- **What to do**
Copy the entries exactly, leaving out nothing.

= = = = = = =

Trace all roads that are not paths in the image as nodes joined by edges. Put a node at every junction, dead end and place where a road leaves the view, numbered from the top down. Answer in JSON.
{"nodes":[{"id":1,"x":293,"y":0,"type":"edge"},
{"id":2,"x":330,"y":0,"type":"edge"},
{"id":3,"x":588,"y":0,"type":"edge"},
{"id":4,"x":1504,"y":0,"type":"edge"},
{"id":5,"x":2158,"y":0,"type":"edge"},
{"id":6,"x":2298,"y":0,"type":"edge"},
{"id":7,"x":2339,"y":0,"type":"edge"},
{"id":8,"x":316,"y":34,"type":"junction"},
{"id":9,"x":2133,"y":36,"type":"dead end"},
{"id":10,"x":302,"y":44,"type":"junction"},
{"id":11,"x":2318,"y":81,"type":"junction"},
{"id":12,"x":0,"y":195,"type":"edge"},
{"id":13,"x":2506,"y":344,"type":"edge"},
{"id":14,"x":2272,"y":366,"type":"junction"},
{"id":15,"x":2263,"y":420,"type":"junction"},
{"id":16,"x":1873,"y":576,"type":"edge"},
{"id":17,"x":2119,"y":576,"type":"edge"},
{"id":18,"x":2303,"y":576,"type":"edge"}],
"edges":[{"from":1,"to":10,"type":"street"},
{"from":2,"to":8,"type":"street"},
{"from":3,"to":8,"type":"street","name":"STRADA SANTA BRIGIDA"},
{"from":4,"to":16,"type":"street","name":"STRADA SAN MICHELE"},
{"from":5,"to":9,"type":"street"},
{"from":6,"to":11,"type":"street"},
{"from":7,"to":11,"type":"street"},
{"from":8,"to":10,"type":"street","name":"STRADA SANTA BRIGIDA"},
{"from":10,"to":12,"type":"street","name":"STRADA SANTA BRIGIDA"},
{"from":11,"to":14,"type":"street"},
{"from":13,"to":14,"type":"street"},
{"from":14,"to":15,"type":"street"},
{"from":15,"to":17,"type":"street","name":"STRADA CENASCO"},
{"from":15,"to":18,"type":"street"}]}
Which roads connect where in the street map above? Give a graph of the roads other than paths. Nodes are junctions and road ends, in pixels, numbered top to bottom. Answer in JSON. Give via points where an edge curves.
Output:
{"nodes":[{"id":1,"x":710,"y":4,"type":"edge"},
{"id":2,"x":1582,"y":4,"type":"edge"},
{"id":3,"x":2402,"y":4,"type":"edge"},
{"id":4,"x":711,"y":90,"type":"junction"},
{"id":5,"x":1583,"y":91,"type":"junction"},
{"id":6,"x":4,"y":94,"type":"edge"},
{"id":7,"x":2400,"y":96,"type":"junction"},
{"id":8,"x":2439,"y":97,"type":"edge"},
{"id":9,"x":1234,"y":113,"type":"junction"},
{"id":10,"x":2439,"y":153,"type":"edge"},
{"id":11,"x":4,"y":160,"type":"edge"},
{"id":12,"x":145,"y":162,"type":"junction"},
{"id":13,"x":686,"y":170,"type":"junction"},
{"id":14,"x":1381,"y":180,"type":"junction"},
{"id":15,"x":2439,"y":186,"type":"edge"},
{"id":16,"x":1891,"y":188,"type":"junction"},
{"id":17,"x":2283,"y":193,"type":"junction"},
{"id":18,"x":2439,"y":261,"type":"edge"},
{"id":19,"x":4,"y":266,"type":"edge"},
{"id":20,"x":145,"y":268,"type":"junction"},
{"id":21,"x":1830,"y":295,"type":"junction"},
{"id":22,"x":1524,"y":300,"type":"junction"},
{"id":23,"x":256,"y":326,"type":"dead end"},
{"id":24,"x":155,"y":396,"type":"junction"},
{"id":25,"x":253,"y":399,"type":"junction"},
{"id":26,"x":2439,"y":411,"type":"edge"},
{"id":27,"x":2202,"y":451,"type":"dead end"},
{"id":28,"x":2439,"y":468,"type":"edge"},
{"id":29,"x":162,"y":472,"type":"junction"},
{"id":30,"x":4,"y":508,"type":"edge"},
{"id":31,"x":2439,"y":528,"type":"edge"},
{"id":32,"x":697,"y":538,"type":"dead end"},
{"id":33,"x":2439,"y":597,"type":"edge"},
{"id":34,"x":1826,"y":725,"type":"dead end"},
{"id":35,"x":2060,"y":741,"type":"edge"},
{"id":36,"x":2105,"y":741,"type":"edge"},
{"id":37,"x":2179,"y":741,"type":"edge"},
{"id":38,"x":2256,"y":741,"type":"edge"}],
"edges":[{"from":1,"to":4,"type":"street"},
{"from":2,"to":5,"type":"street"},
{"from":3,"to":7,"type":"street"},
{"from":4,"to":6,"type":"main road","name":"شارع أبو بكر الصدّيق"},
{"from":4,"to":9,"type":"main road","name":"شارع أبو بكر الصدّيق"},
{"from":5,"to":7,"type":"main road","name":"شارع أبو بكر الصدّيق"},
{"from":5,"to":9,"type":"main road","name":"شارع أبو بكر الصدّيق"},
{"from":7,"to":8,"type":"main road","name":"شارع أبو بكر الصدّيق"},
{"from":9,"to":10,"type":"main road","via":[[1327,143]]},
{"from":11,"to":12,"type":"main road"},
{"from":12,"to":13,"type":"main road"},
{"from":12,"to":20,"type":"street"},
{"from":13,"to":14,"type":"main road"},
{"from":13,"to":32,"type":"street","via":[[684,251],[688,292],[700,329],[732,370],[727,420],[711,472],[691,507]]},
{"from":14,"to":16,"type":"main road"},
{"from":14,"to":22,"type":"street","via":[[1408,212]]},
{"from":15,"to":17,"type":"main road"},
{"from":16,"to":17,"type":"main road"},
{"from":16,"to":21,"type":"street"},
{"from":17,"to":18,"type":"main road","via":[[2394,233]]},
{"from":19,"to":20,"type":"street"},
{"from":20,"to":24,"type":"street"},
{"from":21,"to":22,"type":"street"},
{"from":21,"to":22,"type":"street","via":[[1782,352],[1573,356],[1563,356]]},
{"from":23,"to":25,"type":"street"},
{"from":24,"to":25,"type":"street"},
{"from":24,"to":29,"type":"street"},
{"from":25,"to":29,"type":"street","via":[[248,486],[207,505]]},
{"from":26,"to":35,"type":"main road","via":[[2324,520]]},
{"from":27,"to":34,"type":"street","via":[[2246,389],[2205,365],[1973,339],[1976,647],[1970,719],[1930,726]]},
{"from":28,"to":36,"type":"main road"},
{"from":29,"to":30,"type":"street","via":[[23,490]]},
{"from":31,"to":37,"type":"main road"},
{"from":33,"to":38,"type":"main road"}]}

= = = = = = =

- **Answer below**
Trace all roads that are not paths in the image as nodes joined by edges. Put a node at every junction, dead end and place where a road leaves the view, numbered from the top down. Answer in JSON.
{"nodes":[{"id":1,"x":293,"y":0,"type":"edge"},
{"id":2,"x":330,"y":0,"type":"edge"},
{"id":3,"x":588,"y":0,"type":"edge"},
{"id":4,"x":1504,"y":0,"type":"edge"},
{"id":5,"x":2158,"y":0,"type":"edge"},
{"id":6,"x":2298,"y":0,"type":"edge"},
{"id":7,"x":2339,"y":0,"type":"edge"},
{"id":8,"x":316,"y":34,"type":"junction"},
{"id":9,"x":2133,"y":36,"type":"dead end"},
{"id":10,"x":302,"y":44,"type":"junction"},
{"id":11,"x":2318,"y":81,"type":"junction"},
{"id":12,"x":0,"y":195,"type":"edge"},
{"id":13,"x":2506,"y":344,"type":"edge"},
{"id":14,"x":2272,"y":366,"type":"junction"},
{"id":15,"x":2263,"y":420,"type":"junction"},
{"id":16,"x":1873,"y":576,"type":"edge"},
{"id":17,"x":2119,"y":576,"type":"edge"},
{"id":18,"x":2303,"y":576,"type":"edge"}],
"edges":[{"from":1,"to":10,"type":"street"},
{"from":2,"to":8,"type":"street"},
{"from":3,"to":8,"type":"street","name":"STRADA SANTA BRIGIDA"},
{"from":4,"to":16,"type":"street","name":"STRADA SAN MICHELE"},
{"from":5,"to":9,"type":"street"},
{"from":6,"to":11,"type":"street"},
{"from":7,"to":11,"type":"street"},
{"from":8,"to":10,"type":"street","name":"STRADA SANTA BRIGIDA"},
{"from":10,"to":12,"type":"street","name":"STRADA SANTA BRIGIDA"},
{"from":11,"to":14,"type":"street"},
{"from":13,"to":14,"type":"street"},
{"from":14,"to":15,"type":"street"},
{"from":15,"to":17,"type":"street","name":"STRADA CENASCO"},
{"from":15,"to":18,"type":"street"}]}
Which roads connect where in the street map above? Give a graph of the roads other than paths. Nodes are junctions and road ends, in pixels, numbered top to bottom. Answer in JSON. Give via points where an edge curves.
Output:
{"nodes":[{"id":1,"x":710,"y":4,"type":"edge"},
{"id":2,"x":1582,"y":4,"type":"edge"},
{"id":3,"x":2402,"y":4,"type":"edge"},
{"id":4,"x":711,"y":90,"type":"junction"},
{"id":5,"x":1583,"y":91,"type":"junction"},
{"id":6,"x":4,"y":94,"type":"edge"},
{"id":7,"x":2400,"y":96,"type":"junction"},
{"id":8,"x":2439,"y":97,"type":"edge"},
{"id":9,"x":1234,"y":113,"type":"junction"},
{"id":10,"x":2439,"y":153,"type":"edge"},
{"id":11,"x":4,"y":160,"type":"edge"},
{"id":12,"x":145,"y":162,"type":"junction"},
{"id":13,"x":686,"y":170,"type":"junction"},
{"id":14,"x":1381,"y":180,"type":"junction"},
{"id":15,"x":2439,"y":186,"type":"edge"},
{"id":16,"x":1891,"y":188,"type":"junction"},
{"id":17,"x":2283,"y":193,"type":"junction"},
{"id":18,"x":2439,"y":261,"type":"edge"},
{"id":19,"x":4,"y":266,"type":"edge"},
{"id":20,"x":145,"y":268,"type":"junction"},
{"id":21,"x":1830,"y":295,"type":"junction"},
{"id":22,"x":1524,"y":300,"type":"junction"},
{"id":23,"x":256,"y":326,"type":"dead end"},
{"id":24,"x":155,"y":396,"type":"junction"},
{"id":25,"x":253,"y":399,"type":"junction"},
{"id":26,"x":2439,"y":411,"type":"edge"},
{"id":27,"x":2202,"y":451,"type":"dead end"},
{"id":28,"x":2439,"y":468,"type":"edge"},
{"id":29,"x":162,"y":472,"type":"junction"},
{"id":30,"x":4,"y":508,"type":"edge"},
{"id":31,"x":2439,"y":528,"type":"edge"},
{"id":32,"x":697,"y":538,"type":"dead end"},
{"id":33,"x":2439,"y":597,"type":"edge"},
{"id":34,"x":1826,"y":725,"type":"dead end"},
{"id":35,"x":2060,"y":741,"type":"edge"},
{"id":36,"x":2105,"y":741,"type":"edge"},
{"id":37,"x":2179,"y":741,"type":"edge"},
{"id":38,"x":2256,"y":741,"type":"edge"}],
"edges":[{"from":1,"to":4,"type":"street"},
{"from":2,"to":5,"type":"street"},
{"from":3,"to":7,"type":"street"},
{"from":4,"to":6,"type":"main road","name":"شارع أبو بكر الصدّيق"},
{"from":4,"to":9,"type":"main road","name":"شارع أبو بكر الصدّيق"},
{"from":5,"to":7,"type":"main road","name":"شارع أبو بكر الصدّيق"},
{"from":5,"to":9,"type":"main road","name":"شارع أبو بكر الصدّيق"},
{"from":7,"to":8,"type":"main road","name":"شارع أبو بكر الصدّيق"},
{"from":9,"to":10,"type":"main road","via":[[1327,143]]},
{"from":11,"to":12,"type":"main road"},
{"from":12,"to":13,"type":"main road"},
{"from":12,"to":20,"type":"street"},
{"from":13,"to":14,"type":"main road"},
{"from":13,"to":32,"type":"street","via":[[684,251],[688,292],[700,329],[732,370],[727,420],[711,472],[691,507]]},
{"from":14,"to":16,"type":"main road"},
{"from":14,"to":22,"type":"street","via":[[1408,212]]},
{"from":15,"to":17,"type":"main road"},
{"from":16,"to":17,"type":"main road"},
{"from":16,"to":21,"type":"street"},
{"from":17,"to":18,"type":"main road","via":[[2394,233]]},
{"from":19,"to":20,"type":"street"},
{"from":20,"to":24,"type":"street"},
{"from":21,"to":22,"type":"street"},
{"from":21,"to":22,"type":"street","via":[[1782,352],[1573,356],[1563,356]]},
{"from":23,"to":25,"type":"street"},
{"from":24,"to":25,"type":"street"},
{"from":24,"to":29,"type":"street"},
{"from":25,"to":29,"type":"street","via":[[248,486],[207,505]]},
{"from":26,"to":35,"type":"main road","via":[[2324,520]]},
{"from":27,"to":34,"type":"street","via":[[2246,389],[2205,365],[1973,339],[1976,647],[1970,719],[1930,726]]},
{"from":28,"to":36,"type":"main road"},
{"from":29,"to":30,"type":"street","via":[[23,490]]},
{"from":31,"to":37,"type":"main road"},
{"from":33,"to":38,"type":"main road"}]}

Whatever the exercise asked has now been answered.